Seiring dengan kegiatan peringatan Hari Meteorologi Klimatologi dan Geofisika Nasional Badan Meteorologi, Klimatologi, dan Geofisika (BMKG) ke-77 tahun pada 21 Juli 2024, diadakan kegiatan 'Festival Aksi Iklim dan Workshop Iklim Terapan: Aksi Iklim Kaum Muda untuk Perubahan Iklim Indonesia' di Auditorium BMKG.
"Perubahan iklim ini adalah isu yang tidak bisa diabaikan. Jika tidak ada upaya mitigasi yang serius, dampaknya akan semakin parah dan merugikan masyarakat luas," ujar Plt Kepala BMKG Dwikorita Karnawati dikutip dari laman resmi BMKG www.bmkg.go.id.
Advertisement
Adaptasi yang Efektif
Lebih lanjut Dwikorita menjelaskan, adaptasi efektif adalah bersifat sangat lokal, yang membutuhkan informasi cuaca, iklim dan air yang dapat diandalkan untuk mendukung pembuatan kebijakan adaptasi.
"Teruntuk para generasi muda alpha yang saat ini memiliki peran besar untuk menjaga kestabilan pemanasan global agar tidak meningkat diharapkan agar mereka dapat menjadi aktor utama upaya adaptasi dan mitigasi perubahan iklim, termasuk melalui sektor energi terbarukan," papar dia.
Adapun beberapa solusi yang bisa mereka lakukan saat ini bagi generasi muda (alpha) dalam menciptakan solusi inovatif untuk mengatasi perubahan iklim.
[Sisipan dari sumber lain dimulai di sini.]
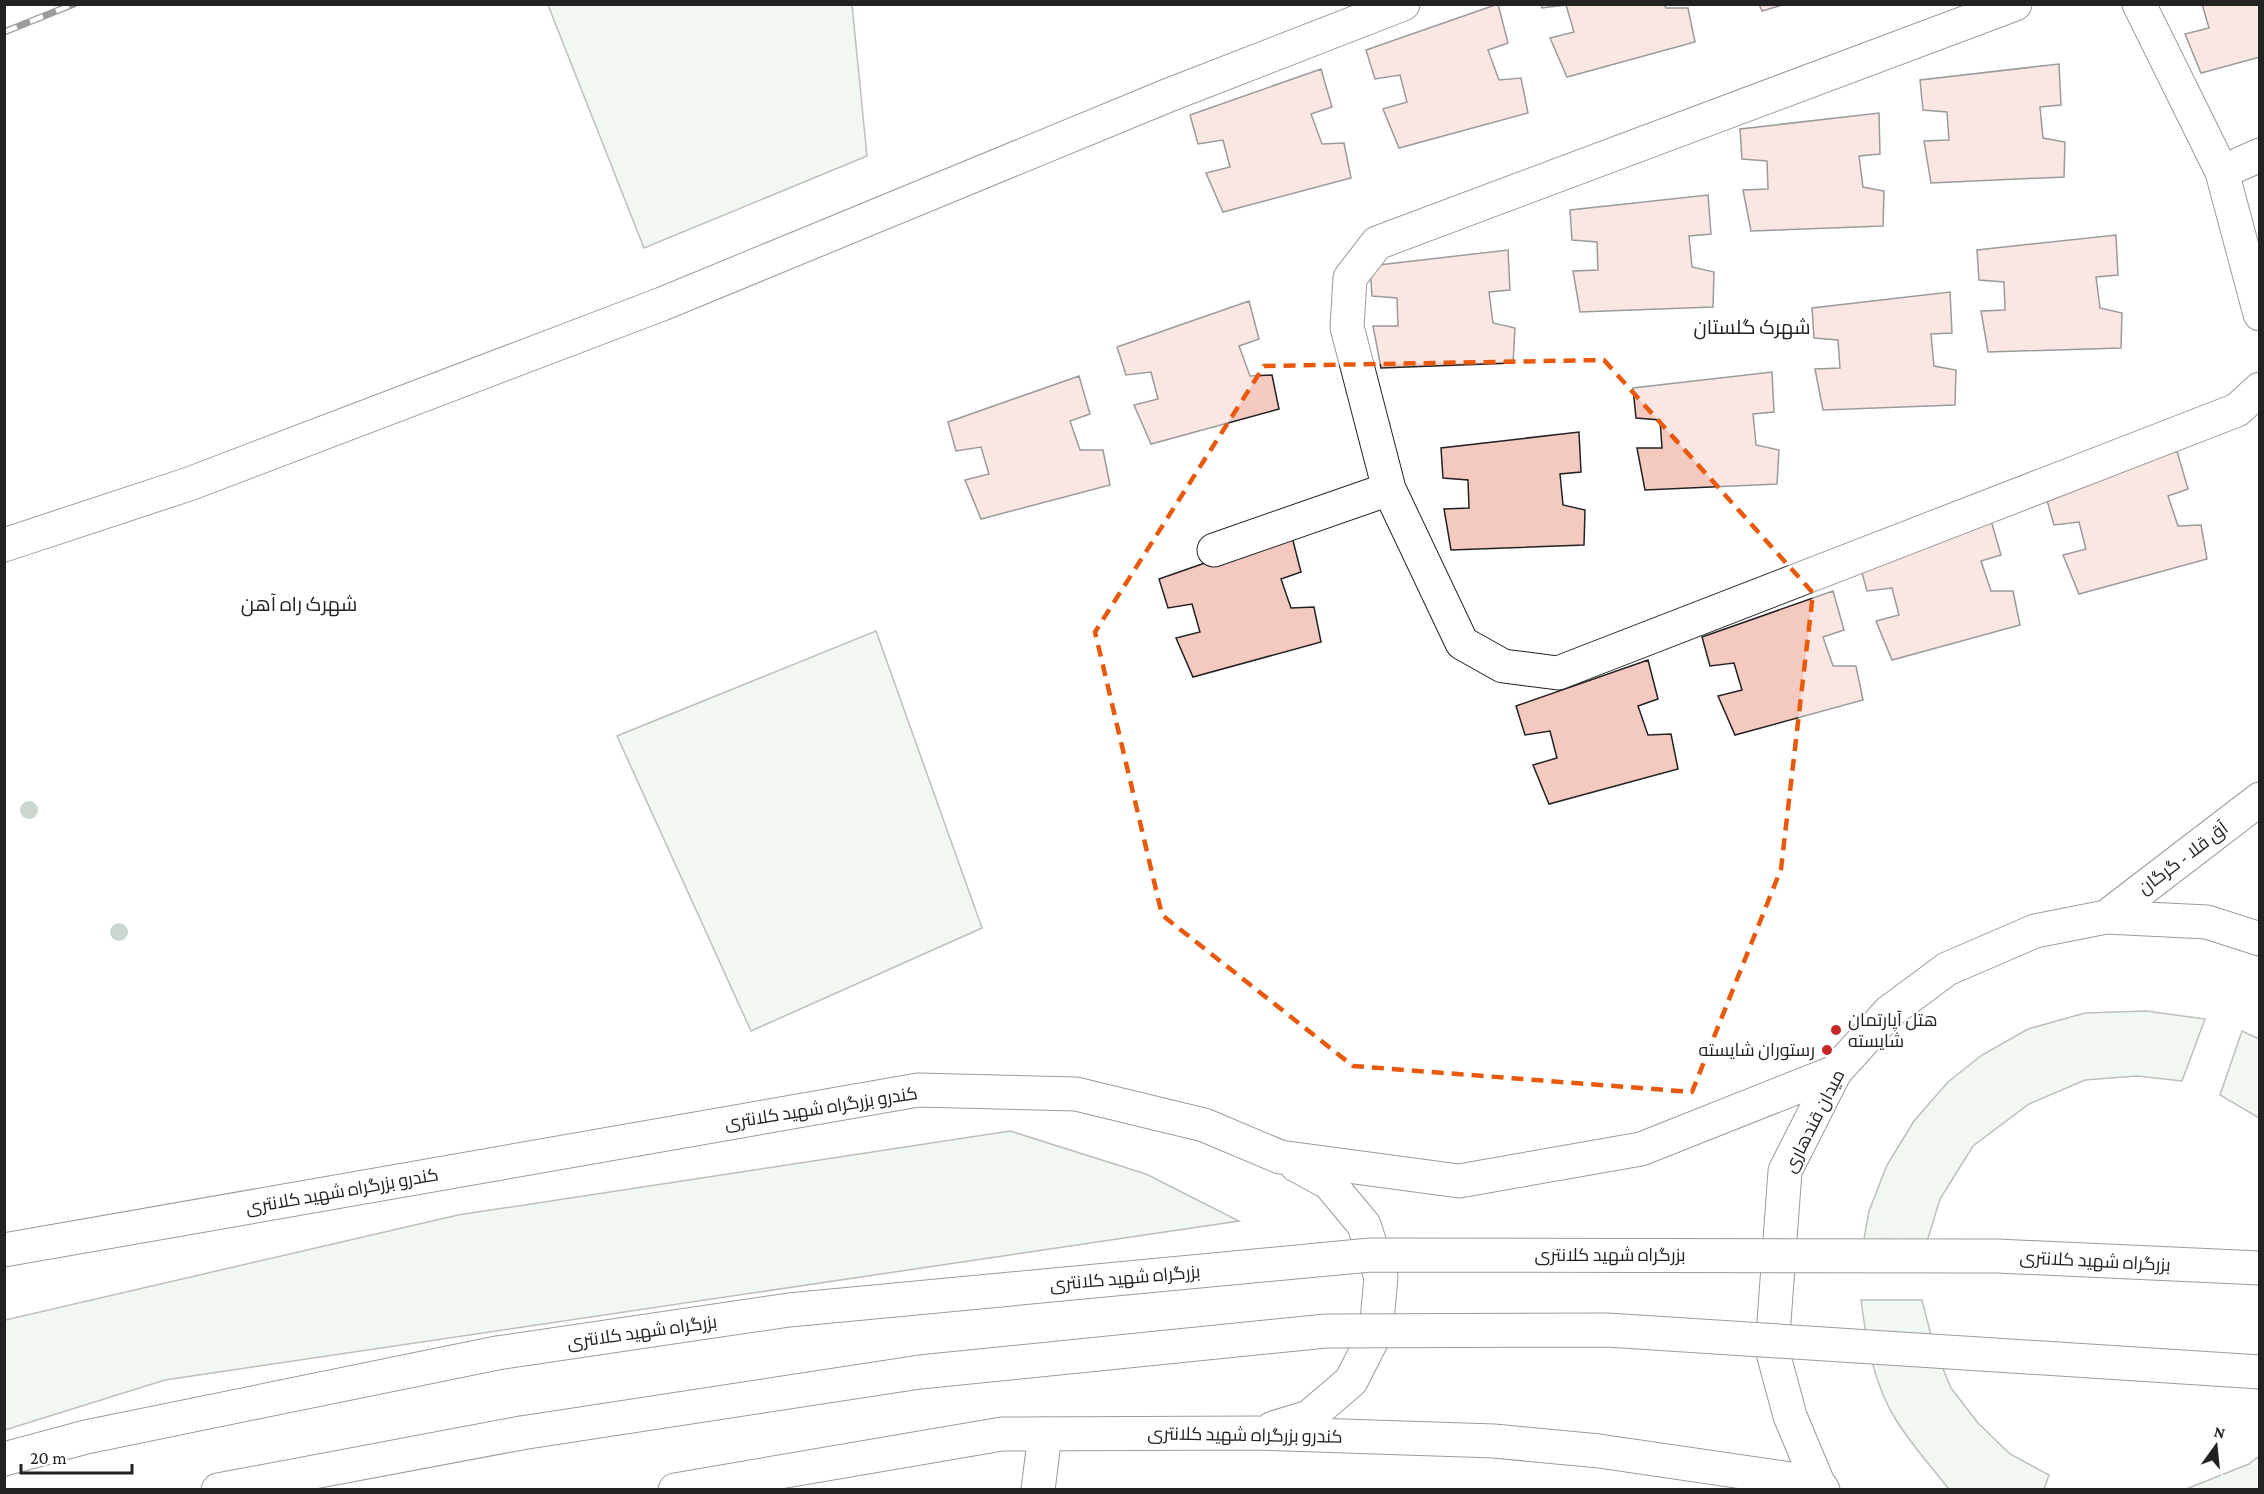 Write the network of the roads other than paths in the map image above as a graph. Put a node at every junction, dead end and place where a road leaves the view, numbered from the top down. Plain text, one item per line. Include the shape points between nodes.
1 (1403, 4) edge
2 (2015, 4) edge
3 (2139, 4) edge
4 (2259, 155) edge
5 (2222, 172) junction
6 (2259, 314) edge
7 (2259, 389) edge
8 (1389, 489) junction
9 (4, 545) edge
10 (1214, 550) dead end
11 (2259, 800) edge
12 (2106, 917) junction
13 (2259, 939) edge
14 (1835, 1072) junction
15 (1280, 1157) junction
16 (4, 1250) edge
17 (2259, 1268) edge
18 (2259, 1372) edge
19 (1257, 1433) junction
20 (1045, 1434) junction
21 (4, 1459) edge
22 (1820, 1486) edge
23 (218, 1490) edge
24 (675, 1490) edge
25 (1038, 1490) edge

1 - 9 main road via 1169,95 662,304 189,484
2 - 8 main road via 1377,243 1350,278 1347,327
3 - 5 main road
4 - 5 main road
5 - 6 main road
7 - 8 main road via 2237,410 1558,673 1503,666 1462,643
8 - 10 main road
11 - 12 main road, آق قلا - گرگان
12 - 13 main road, میدان قندهاری via 2207,922
12 - 14 main road, میدان قندهاری via 2035,931 1947,969 1889,1012
14 - 15 main road, کندرو بزرگراه شهید کلانتری via 1641,1149 1459,1181
14 - 22 main road, میدان قندهاری via 1785,1172 1772,1349 1790,1416
15 - 16 main road, کندرو بزرگراه شهید کلانتری via 1204,1125 1076,1094 918,1090
15 - 19 main road via 1329,1183 1364,1225 1381,1277 1376,1332 1351,1381 1309,1416
17 - 21 main road, بزرگراه شهید کلانتری, bridge via 1997,1256 1370,1255 789,1310 497,1353 86,1437
18 - 23 main road, bridge via 1607,1330 1326,1331 920,1372 521,1433
19 - 20 main road, کندرو بزرگراه شهید کلانتری
19 - 22 main road, کندرو بزرگراه شهید کلانتری via 1494,1440 1599,1451
20 - 24 main road, کندرو بزرگراه شهید کلانتری via 1002,1434
20 - 25 main road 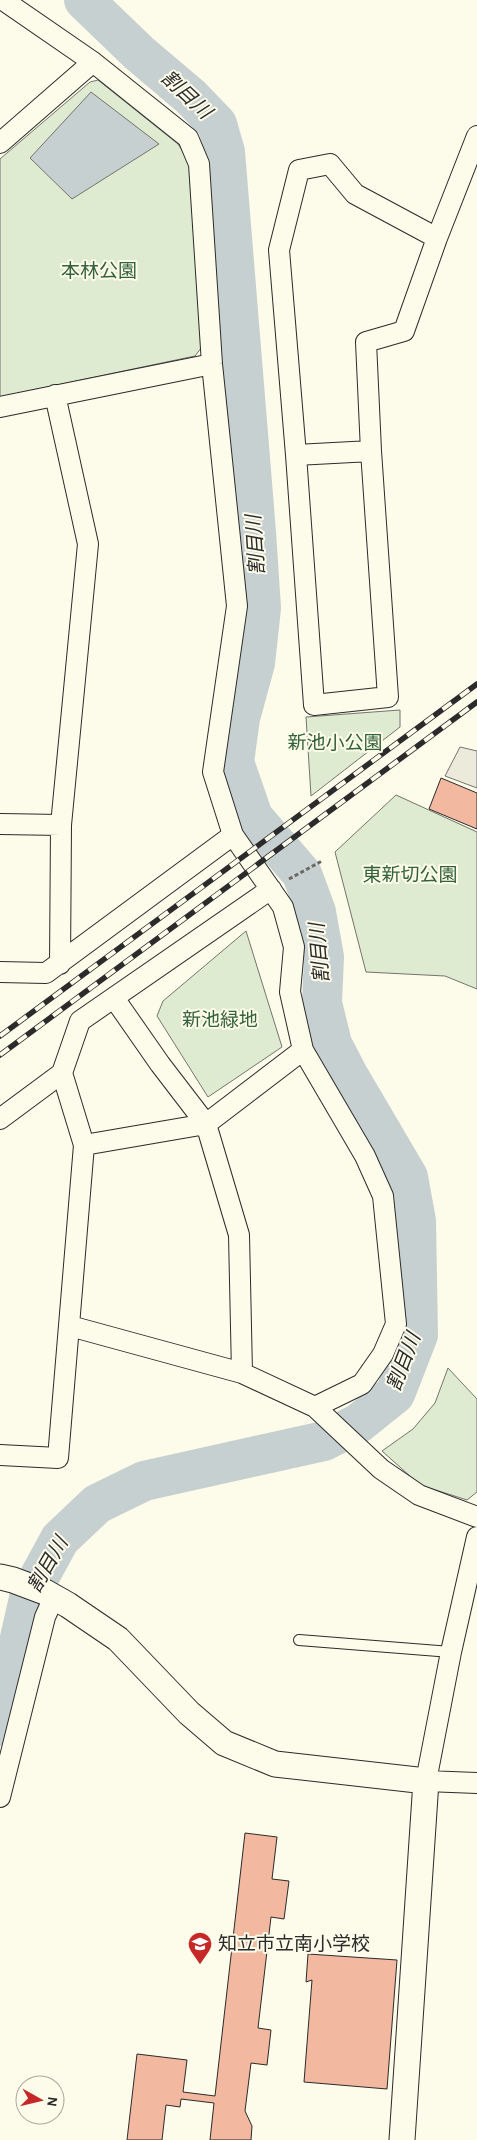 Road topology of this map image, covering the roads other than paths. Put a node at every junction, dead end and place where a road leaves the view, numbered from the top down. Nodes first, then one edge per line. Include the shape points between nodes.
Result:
1 (3, 0) edge
2 (93, 62) junction
3 (477, 136) edge
4 (0, 143) edge
5 (437, 238) junction
6 (212, 364) junction
7 (54, 395) junction
8 (0, 407) edge
9 (371, 451) junction
10 (296, 455) junction
11 (0, 824) edge
12 (61, 825) junction
13 (234, 835) junction
14 (272, 890) junction
15 (60, 964) junction
16 (0, 972) edge
17 (114, 998) junction
18 (303, 1050) junction
19 (62, 1073) junction
20 (0, 1119) edge
21 (206, 1124) junction
22 (84, 1145) junction
23 (70, 1326) junction
24 (242, 1373) junction
25 (320, 1412) junction
26 (0, 1455) edge
27 (477, 1517) edge
28 (477, 1538) edge
29 (7, 1579) edge
30 (49, 1595) junction
31 (299, 1640) dead end
32 (451, 1652) junction
33 (426, 1781) junction
34 (477, 1783) edge
35 (0, 1797) edge
36 (402, 2140) edge

1 - 2 street
2 - 4 street
2 - 6 street via 188,138 195,155
3 - 5 street
5 - 9 street via 404,331 366,342
5 - 10 street via 355,194 330,164 299,170 278,250
6 - 7 street
6 - 13 street via 236,606 213,772
7 - 8 street
7 - 12 street via 88,544
9 - 10 street
9 - 10 street via 388,697 314,705
11 - 12 street
12 - 15 street
13 - 14 street
13 - 15 street
14 - 17 street
14 - 18 street via 283,907 294,947 290,992
15 - 16 street via 46,973
17 - 19 street via 80,1021
17 - 21 street
18 - 21 street
18 - 25 street via 365,1156 383,1196 396,1324 383,1354 362,1384
19 - 20 street
19 - 22 street
21 - 22 street
21 - 24 street via 239,1235
22 - 23 street
23 - 24 street
23 - 26 street via 58,1458
24 - 25 street
25 - 27 street via 381,1470 419,1495
28 - 32 street
29 - 30 street
30 - 33 street via 118,1639 224,1743 274,1764
30 - 35 street
31 - 32 lane
32 - 33 street
33 - 34 street
33 - 36 street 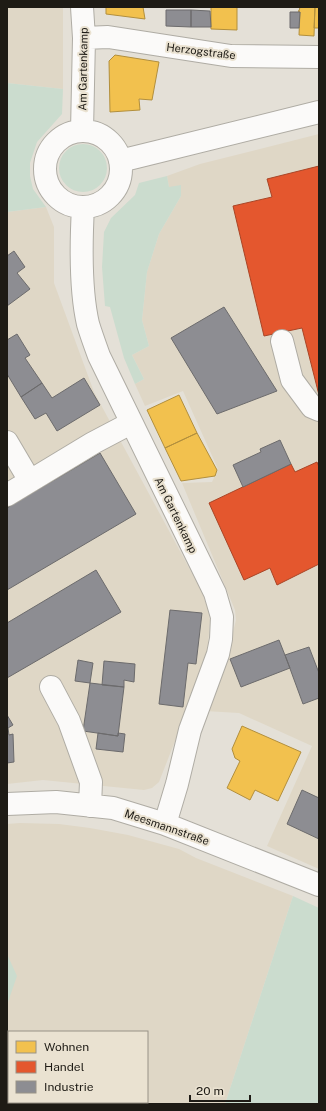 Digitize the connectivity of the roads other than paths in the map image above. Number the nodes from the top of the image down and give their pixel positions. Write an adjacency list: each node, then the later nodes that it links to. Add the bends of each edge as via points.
1 (82, 7): 2 (street, Am Gartenkamp)
2 (84, 38): 3 (street, Herzogstraße, via 108,38 231,56); 5 (street, Am Gartenkamp)
3 (319, 57)
4 (319, 112): 6 (street)
5 (82, 131): 6 (street, via 106,139 116,150); 7 (street, via 61,138 53,145 45,163 45,177 58,198 73,206)
6 (120, 161): 7 (street, via 120,175 110,196 98,204)
7 (83, 207): 10 (street, Am Gartenkamp, via 83,277 88,323 99,356)
8 (282, 341): 9 (street, via 292,380 312,407)
9 (319, 410)
10 (130, 423): 12 (street); 17 (street, Am Gartenkamp, via 215,593 222,617 218,654 190,730)
11 (7, 442): 12 (street)
12 (30, 481): 13 (street)
13 (7, 495)
14 (51, 687): 16 (street, via 69,721 91,782)
15 (7, 804): 16 (street, Meesmannstraße, via 56,802)
16 (90, 806): 17 (street, Meesmannstraße, via 113,808)
17 (164, 824): 18 (street, Meesmannstraße)
18 (319, 885) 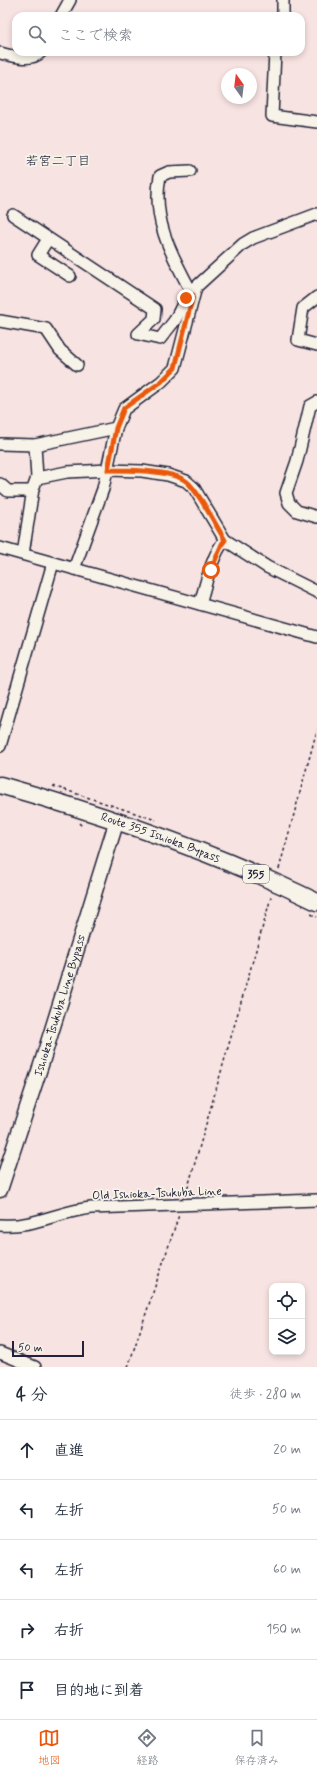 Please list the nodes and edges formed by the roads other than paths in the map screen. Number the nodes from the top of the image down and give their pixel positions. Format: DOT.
graph roads {
  1 [pos="70,0"];
  2 [pos="283,0"];
  3 [pos="63,12"];
  4 [pos="283,12"];
  5 [pos="0,53"];
  6 [pos="32,56"];
  7 [pos="274,56"];
  8 [pos="317,122"];
  9 [pos="190,171"];
  10 [pos="317,214"];
  11 [pos="13,215"];
  12 [pos="48,239"];
  13 [pos="70,276"];
  14 [pos="193,295"];
  15 [pos="317,297"];
  16 [pos="0,320"];
  17 [pos="317,345"];
  18 [pos="77,365"];
  19 [pos="317,402"];
  20 [pos="116,428"];
  21 [pos="0,444"];
  22 [pos="35,445"];
  23 [pos="108,470"];
  24 [pos="36,478"];
  25 [pos="0,484"];
  26 [pos="32,491"];
  27 [pos="317,517"];
  28 [pos="225,540"];
  29 [pos="0,548"];
  30 [pos="23,554"];
  31 [pos="52,563"];
  32 [pos="74,569"];
  33 [pos="317,592"];
  34 [pos="200,604"];
  35 [pos="317,637"];
  36 [pos="0,746"];
  37 [pos="0,785"];
  38 [pos="116,820"];
  39 [pos="317,902"];
  40 [pos="0,1190"];
  41 [pos="317,1200"];
  42 [pos="0,1225"];
  43 [pos="0,1353"];
  44 [pos="35,1367"];
  1 -- 3 [label="street"];
  2 -- 4 [label="street"];
  5 -- 6 [label="street"];
  7 -- 8 [label="street"];
  9 -- 14 [label="street"];
  10 -- 14 [label="street"];
  11 -- 12 [label="street"];
  12 -- 13 [label="street"];
  12 -- 14 [label="street"];
  14 -- 20 [label="street"];
  15 -- 17 [label="street"];
  16 -- 18 [label="street"];
  19 -- 27 [label="street"];
  20 -- 22 [label="street"];
  20 -- 23 [label="street"];
  21 -- 22 [label="street"];
  22 -- 24 [label="street"];
  23 -- 24 [label="street"];
  23 -- 28 [label="street"];
  23 -- 32 [label="street"];
  24 -- 26 [label="street"];
  25 -- 26 [label="street"];
  26 -- 30 [label="street"];
  28 -- 33 [label="street"];
  28 -- 34 [label="street"];
  29 -- 30 [label="street"];
  30 -- 31 [label="street"];
  31 -- 32 [label="street"];
  31 -- 36 [label="street"];
  32 -- 34 [label="street"];
  34 -- 35 [label="street"];
  37 -- 38 [label="highway, Route 355 Ishioka Bypass / 355"];
  38 -- 39 [label="highway, Route 355 Ishioka Bypass / 355"];
  38 -- 40 [label="main road, Ishioka-Tsukuba Line Bypass"];
  41 -- 42 [label="street, Old Ishioka-Tsukuba Line"];
  43 -- 44 [label="street"];
}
Termasuk, kata Dwikorita, penggunaan teknologi ramah lingkungan dan praktik berkelanjutan, generasi muda diharapkan dapat mengambil peran aktif dalam pengambilan keputusan yang berkelanjutan dan ramah lingkungan.
"Serta membangun jaringan dan kolaborasi dengan berbagai organisasi dan komunitas untuk memperkuat upaya mitigasi dan adaptasi perubahan iklim," pungkas Dwikorita.